His first experience in sports broadcasting also came in 1974 when he was a television announcer for the Baltimore Orioles on WJZ-TV. He declined an offer to work for the ballclub full-time in order to accept the WABC position. As part of the deal to bring him to New York, Michael also worked for WABC-TV as the weekend sports anchor and a color commentator on New York Islanders telecasts for several seasons, paired mainly with Tim Ryan. He served as an occasional substitute on ABC American Contemporary Network's Speaking of Sports show whenever Howard Cosell, the primary commentator, was on vacation or assignment.

==Television career==
As the primary sports anchor at WRC-TV in Washington from 1980 to 2007, Michael was easily one of the most popular media personalities in the Washington area. Michael got significant latitude in his programming, employing a bevy of segments some viewers might consider old-fashioned, including his "Tuesday Replays" and "Wednesday Wrestling". He also had devoted extensive coverage to and was considered a significant influence in the popularity of NASCAR, broadcasting interviews with famous drivers such as Dale Earnhardt well before that sport became what it is today. An avid equestrian, Michael also broadcast segments on bull riding and rodeo. He was the play-by-play announcer for most of the Professional Bull Riders's Built Ford Tough Series NBC telecasts during the 2003 and 2004 seasons, including the final day of the PBR World Finals each year. Michael also covered the career of bull rider Lane Frost, who was killed at Cheyenne Frontier Days in 1989 by the bull he rode. Michael covered the matchups between Frost and the undefeated bull Red Rock called the Challenge of the Champions. Michael was inducted into the Cheyenne Frontier Days Hall of Fame in 2006 for his efforts.

Michael's affable personality enabled him to land rare interviews with many aloof local and national sports personalities. For example, Michael's team at WRC-TV had been the only local sportscasters allowed to broadcast from inside the Washington Redskins' FedExField during the season.

Two movies, 8 Seconds and The Rookie, were inspired by stories featured on The Sports Machine. Michael made a cameo appearance in the former, as well as in The Silence of the Lambs and Tin Cup. The Sports Machine was also featured in There's Something About Mary.

In November 2005, Michael was seriously injured in a horseback riding accident. He broke several ribs and injured his wrists during the mishap at his Comus farm in upper Montgomery County, Maryland. Michael resumed his duties in December 2005.

===Later career===
Michael left his role as WRC-TV's daily sports anchor on March 1, 2007, following a dispute with WRC-TV over layoffs of his staff imposed company-wide by NBCUniversal.
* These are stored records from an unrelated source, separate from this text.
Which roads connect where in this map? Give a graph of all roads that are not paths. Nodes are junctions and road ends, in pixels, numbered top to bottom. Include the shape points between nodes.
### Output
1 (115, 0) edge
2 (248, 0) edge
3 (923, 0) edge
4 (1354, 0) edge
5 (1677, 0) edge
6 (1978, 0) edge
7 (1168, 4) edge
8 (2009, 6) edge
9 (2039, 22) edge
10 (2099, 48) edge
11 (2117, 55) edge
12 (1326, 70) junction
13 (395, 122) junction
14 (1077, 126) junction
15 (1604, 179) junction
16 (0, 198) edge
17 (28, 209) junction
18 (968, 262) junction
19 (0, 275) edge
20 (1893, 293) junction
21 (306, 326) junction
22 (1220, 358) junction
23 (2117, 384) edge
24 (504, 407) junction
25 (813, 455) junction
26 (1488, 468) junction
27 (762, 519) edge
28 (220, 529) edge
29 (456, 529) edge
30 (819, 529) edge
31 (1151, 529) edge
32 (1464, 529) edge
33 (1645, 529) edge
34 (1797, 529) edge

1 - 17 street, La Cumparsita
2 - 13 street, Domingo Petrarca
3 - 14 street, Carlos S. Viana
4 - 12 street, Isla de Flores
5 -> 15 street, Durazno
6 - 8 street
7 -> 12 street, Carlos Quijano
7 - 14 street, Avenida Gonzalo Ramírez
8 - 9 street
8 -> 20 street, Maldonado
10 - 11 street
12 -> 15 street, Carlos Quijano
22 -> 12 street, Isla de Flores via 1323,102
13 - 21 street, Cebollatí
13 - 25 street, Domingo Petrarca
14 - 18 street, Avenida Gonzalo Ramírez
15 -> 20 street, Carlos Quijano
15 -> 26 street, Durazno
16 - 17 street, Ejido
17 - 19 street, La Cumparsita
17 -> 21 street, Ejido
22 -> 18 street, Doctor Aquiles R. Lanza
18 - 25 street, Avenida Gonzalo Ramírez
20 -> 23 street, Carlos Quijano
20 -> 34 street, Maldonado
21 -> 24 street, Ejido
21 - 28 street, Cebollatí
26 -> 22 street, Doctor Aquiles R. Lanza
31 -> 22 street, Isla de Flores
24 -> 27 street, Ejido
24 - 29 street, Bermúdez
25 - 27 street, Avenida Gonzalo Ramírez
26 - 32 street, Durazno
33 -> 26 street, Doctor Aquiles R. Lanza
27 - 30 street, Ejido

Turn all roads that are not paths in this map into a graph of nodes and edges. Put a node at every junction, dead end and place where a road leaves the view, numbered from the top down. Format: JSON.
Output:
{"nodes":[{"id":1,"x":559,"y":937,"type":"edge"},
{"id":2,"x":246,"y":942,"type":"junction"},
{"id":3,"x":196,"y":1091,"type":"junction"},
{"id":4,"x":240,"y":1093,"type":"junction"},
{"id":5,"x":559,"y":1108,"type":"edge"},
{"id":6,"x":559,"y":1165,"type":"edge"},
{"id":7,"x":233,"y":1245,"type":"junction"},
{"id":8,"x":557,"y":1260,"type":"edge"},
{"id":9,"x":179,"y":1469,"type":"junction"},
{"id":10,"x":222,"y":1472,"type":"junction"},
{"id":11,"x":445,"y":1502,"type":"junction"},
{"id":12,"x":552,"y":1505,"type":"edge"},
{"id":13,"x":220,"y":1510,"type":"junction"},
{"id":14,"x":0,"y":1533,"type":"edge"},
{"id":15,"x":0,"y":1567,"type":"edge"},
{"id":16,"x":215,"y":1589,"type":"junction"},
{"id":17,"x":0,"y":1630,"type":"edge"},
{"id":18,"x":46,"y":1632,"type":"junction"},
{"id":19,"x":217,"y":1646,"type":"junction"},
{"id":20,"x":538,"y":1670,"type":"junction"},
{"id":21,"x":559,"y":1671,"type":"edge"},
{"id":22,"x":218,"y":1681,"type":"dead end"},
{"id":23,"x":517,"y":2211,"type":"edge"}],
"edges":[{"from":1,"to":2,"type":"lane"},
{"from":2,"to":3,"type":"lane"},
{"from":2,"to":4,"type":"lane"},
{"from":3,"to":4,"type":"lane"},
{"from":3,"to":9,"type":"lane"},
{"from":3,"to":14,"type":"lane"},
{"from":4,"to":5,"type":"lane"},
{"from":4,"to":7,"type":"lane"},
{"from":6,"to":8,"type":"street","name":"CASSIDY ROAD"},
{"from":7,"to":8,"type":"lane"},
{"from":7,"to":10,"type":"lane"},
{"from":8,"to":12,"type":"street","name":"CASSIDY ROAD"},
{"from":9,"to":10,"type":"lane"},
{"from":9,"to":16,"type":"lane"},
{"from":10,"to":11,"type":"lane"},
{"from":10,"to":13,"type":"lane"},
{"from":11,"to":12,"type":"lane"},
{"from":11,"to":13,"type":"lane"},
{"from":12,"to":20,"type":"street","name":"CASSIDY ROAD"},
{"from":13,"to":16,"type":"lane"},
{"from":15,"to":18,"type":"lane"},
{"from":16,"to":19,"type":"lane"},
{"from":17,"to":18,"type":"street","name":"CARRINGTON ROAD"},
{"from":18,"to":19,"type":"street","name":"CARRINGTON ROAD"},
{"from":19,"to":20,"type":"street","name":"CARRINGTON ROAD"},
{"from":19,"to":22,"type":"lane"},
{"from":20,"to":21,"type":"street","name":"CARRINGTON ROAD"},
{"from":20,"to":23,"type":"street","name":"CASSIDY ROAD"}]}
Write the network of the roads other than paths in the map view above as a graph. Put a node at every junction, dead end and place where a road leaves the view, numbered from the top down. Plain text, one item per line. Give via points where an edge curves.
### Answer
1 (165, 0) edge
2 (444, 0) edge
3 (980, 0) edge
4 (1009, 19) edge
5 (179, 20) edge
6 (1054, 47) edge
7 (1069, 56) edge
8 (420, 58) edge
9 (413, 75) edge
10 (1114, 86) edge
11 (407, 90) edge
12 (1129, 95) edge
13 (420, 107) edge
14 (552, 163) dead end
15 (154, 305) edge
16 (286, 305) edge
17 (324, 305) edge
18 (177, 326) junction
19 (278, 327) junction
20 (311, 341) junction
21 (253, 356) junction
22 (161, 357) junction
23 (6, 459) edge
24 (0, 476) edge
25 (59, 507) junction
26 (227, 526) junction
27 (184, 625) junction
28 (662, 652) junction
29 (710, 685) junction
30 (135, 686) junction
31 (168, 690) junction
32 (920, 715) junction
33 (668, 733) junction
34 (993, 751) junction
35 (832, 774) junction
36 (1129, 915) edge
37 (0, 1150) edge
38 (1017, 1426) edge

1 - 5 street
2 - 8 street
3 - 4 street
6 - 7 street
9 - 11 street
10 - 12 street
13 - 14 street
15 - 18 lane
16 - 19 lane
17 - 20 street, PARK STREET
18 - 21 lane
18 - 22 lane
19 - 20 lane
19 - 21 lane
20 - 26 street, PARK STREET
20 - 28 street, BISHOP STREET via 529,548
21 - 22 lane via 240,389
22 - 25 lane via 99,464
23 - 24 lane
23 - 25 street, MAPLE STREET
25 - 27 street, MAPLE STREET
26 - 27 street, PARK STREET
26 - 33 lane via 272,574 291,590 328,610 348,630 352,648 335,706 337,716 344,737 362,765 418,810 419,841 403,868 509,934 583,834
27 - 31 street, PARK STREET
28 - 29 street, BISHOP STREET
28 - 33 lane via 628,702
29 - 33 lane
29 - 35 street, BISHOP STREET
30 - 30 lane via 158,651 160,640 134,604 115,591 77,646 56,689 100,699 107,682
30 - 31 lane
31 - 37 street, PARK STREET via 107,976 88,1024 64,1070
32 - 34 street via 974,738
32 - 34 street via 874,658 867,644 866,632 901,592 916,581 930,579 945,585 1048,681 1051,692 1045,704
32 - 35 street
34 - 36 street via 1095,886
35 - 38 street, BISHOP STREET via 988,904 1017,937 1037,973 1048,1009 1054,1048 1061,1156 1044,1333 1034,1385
The George Michael Sports Machine went off the air on March 25, 2007. He continued to host weekend sports panel shows such as Full Court Press (basketball season) and Redskins Report (football season) as well as interviews at Redskins Park on Mondays with Jim Zorn and Joe Bugel through December 2008. He was completely dropped from WRC-TV owing to budget cuts despite the fact Redskins Report was consistently one of WRC's top sports shows. He indicated at the time of his layoff that he would like to work on a panel show again but not on a nightly newscast.

==Personal life==
He and his wife, Pat, whom he married in 1978 and who produced the Sports Machine, had daughters Cindi and Michelle and son Brad. All three children were from his first marriage and wife, also named Pat.

Michael died at age 70 at Sibley Memorial Hospital on December 24, 2009, after being diagnosed with B-cell chronic lymphocytic leukemia two years prior.